Utils

This module contains utility function for regression models.

utils

Functions:

arviz_to_markdown_table –

Convert the summary table of a Bayesian regression result from ArviZ to

arviz_to_markdown_table

arviz_to_markdown_table(az_result: InferenceData, predictor_rename_dict: Optional[Dict[str, str]] = None, exclude_predictors: Optional[List[str]] = [], column_rename_dict: Optional[Dict[str, str]] = None, round_dict: Optional[Dict[str, int]] = None, credible_interval: float = 0.95, var_names: Optional[List[str]] = None) -> str

Convert the summary table of a Bayesian regression result from ArviZ to a markdown table.

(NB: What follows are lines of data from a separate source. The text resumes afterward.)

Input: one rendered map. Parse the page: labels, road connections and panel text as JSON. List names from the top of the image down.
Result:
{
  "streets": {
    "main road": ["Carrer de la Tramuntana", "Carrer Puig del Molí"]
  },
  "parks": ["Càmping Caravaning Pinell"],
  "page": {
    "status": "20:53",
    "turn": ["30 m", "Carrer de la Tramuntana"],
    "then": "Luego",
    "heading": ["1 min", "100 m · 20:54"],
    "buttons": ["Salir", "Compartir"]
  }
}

This function takes an ArviZ InferenceData object, typically containing the results of a Bayesian regression model, and converts the summary statistics into a markdown table. The table can be customized by renaming predictors, columns, and rounding values. The resulting table is formatted with LaTeX-compatible symbols for use in documents.

Parameters:

az_result
(InferenceData) –

The ArviZ InferenceData object containing the results of a Bayesian regression analysis.
predictor_rename_dict
(Optional[Dict[str, str]], default: None ) –

A dictionary to rename the predictors in the summary table. Keys are the original predictor names, and values are the desired new names. If not provided, the predictor names will remain unchanged. Defaults to None.
exclude_predictors
(Optional[List[str]], default: [] ) –

A list of predictors to exclude from the summary table. These predictors will be removed from the table entirely. Defaults to an empty list ([]).
column_rename_dict
(Optional[Dict[str, str]], default: None ) –

A dictionary to rename the columns in the summary table. Keys are the original column names (e.g., "mean", "sd"), and values are the desired new names (e.g., "$\mu$", "$\sigma$"). Defaults to a pre-specified dictionary that renames common statistical terms to LaTeX symbols.
round_dict
(Optional[Dict[str, int]], default: None ) –

A dictionary specifying the rounding precision for each column. Keys are the column names (e.g., "$\mu$", "$\sigma$"), and values are the number of decimal places to round to. Defaults to a pre-specified dictionary with reasonable rounding for typical Bayesian output.
credible_interval
(float, default: 0.95 ) –

The credible interval range to be used, expressed as a proportion (e.g., 0.95 for a 95% credible interval). This will determine the bounds used in the summary table. Defaults to 0.95.
var_names
(Optional[List[str]], default: None ) –

A list of variable names to include in the summary table. If provided, only these variables will be included in the table. If not provided, all variables will be included. Defaults to None.

Returns:

str ( str ) –

A markdown-formatted string representing the summary table of the Bayesian regression results.

Example

import arviz as az

# Assuming `az_result` is an ArviZ InferenceData object from a
# Bayesian model
markdown_table = bayesian_to_markdown_table(
    az_result,
    predictor_rename_dict={"x1": "Variable 1", "x2": "Variable 2"},
    exclude_predictors=["Intercept"],
    credible_interval=0.90
)
print(markdown_table)

Notes

The function uses the arviz.summary() method to extract summary statistics from the InferenceData object.
If the credible_interval is set to a value other than 0.95, the column names for the lower and upper credible intervals will be adjusted accordingly.
The function assumes that a dataframe_to_markdown utility is available to convert the processed DataFrame into a markdown table.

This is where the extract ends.